**Problem to solve:** Write out each line from the data below that includes the word "한스마트".

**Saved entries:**
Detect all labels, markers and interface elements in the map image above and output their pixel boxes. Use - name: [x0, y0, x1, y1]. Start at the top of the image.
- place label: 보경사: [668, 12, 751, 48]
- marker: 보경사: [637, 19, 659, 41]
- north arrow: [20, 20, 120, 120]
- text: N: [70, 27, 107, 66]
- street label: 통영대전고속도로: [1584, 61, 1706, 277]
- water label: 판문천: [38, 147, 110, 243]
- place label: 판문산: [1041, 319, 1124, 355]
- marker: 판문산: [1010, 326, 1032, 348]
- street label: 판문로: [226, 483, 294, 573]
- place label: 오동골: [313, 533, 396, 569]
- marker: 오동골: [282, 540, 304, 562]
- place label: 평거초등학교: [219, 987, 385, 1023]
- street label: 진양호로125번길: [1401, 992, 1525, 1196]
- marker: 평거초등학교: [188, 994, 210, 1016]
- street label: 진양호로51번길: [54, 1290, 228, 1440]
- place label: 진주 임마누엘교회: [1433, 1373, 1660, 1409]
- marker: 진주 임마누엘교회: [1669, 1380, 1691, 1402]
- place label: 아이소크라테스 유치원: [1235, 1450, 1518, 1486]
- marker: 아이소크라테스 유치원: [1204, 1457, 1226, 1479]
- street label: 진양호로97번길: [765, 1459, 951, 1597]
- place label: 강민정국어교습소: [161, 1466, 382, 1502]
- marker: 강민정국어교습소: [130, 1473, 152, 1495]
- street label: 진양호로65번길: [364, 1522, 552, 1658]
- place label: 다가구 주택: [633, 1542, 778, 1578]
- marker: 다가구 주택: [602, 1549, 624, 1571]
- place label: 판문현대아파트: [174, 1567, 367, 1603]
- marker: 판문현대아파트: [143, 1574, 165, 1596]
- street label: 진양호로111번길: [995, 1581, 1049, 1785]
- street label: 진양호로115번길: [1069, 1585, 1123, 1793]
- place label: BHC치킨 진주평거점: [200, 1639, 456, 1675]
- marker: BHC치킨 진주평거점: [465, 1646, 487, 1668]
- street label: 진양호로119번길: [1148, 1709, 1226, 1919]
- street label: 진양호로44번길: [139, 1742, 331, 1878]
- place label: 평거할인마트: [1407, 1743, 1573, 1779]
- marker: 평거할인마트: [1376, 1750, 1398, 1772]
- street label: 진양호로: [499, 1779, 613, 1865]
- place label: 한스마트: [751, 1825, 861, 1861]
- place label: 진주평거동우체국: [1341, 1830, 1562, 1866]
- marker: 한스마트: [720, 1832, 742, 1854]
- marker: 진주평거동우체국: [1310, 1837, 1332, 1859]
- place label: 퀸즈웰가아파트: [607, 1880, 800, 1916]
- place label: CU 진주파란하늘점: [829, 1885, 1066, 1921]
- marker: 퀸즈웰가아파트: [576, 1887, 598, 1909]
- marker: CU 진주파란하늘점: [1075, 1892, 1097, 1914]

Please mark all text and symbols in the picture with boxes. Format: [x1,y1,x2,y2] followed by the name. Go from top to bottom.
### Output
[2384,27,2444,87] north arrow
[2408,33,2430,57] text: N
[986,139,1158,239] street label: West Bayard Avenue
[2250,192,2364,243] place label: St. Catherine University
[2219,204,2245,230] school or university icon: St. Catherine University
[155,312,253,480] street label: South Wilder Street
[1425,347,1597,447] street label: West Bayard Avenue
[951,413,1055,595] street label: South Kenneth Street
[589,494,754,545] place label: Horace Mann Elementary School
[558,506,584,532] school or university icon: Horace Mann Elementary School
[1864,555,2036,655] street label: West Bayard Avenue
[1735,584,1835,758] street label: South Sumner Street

**Task response:**
- place label: 한스마트: [751, 1825, 861, 1861]
- marker: 한스마트: [720, 1832, 742, 1854]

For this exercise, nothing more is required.